It's the summer of 1968, and eleven-year-old Delphine and her two younger sisters, Vonetta and Fern, fly from NYC to Oakland, CA, to visit the mother who abandoned them shortly after Fern's birth some seven years ago. The trouble is, though the girls visualize themselves surfing, spotting stars in soda shops, and visiting Disneyland, their mother Cecile just says, "I didn't send for y'all in the first place." The most motherly thing Cecile does is show up to collect them at the airport and admit "These are mine" to the stewardess who hands them over to her. Once they reach Cecile's house they are relieved of their money, fed once a day on Chinese take-out, forbidden to even step foot in the kitchen (where Cecile writes poetry and publishes it on her own small printing press) -- and sent to a Black Panther day camp to stay out of Cecile's hair. Though they're certain their father and grandmother, Big Ma, would be appalled at this treatment -- the adults consider Cecile crazy -- they also feel the girls can't be kept from knowing their mother forever. So the trio must stick it out for one month.
All three girls are strong characters. Delphine is conscientious, plain-spoken and humorous; Vonetta is a social-climber prone to the dramatic; and Fern observant and cagey. There are a number of good lines, and the interweaving of historical tidbits is smooth. This book has gotten a lot of love and plenty of Newbery buzz.
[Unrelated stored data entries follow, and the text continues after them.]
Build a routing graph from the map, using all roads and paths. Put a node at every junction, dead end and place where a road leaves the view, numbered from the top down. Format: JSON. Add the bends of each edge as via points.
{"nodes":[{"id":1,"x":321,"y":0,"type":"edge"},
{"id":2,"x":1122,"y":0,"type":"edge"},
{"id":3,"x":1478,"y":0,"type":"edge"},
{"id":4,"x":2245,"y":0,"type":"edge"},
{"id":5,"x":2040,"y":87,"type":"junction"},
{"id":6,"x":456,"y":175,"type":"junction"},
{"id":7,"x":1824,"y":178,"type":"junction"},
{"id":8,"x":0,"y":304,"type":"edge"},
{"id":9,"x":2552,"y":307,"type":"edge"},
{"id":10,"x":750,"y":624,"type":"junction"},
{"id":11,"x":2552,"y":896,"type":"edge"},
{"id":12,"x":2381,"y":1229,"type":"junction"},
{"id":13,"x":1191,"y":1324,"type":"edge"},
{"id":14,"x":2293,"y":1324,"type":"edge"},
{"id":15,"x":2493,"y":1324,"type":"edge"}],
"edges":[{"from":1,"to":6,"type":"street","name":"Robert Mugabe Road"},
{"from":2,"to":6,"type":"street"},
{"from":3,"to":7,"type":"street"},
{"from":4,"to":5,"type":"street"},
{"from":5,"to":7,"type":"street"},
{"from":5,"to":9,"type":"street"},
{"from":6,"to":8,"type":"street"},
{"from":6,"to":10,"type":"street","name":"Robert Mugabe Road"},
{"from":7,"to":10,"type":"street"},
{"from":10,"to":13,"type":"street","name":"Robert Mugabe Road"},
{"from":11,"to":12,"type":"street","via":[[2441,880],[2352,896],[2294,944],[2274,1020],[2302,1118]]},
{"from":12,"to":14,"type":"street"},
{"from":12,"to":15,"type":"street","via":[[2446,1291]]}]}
One of the most striking aspects of the novel is the portrayal of Black Panthers as more than strident revolutionaries. Particularly convincing is the fact that we don't just see a dramatization of events that made headline news, as we do in many historical novels. This book brings the Black Panthers all the more to life because it shows us the daily minutiae -- the gentleness, the teaching of children to respect themselves and their race, the providing of meals. I couldn't set this book down without concluding there was more range and depth to the Black Panthers than what we saw in newspapers and on TV in 1968. Without respecting them more. To me, this is the book's greatest achievement.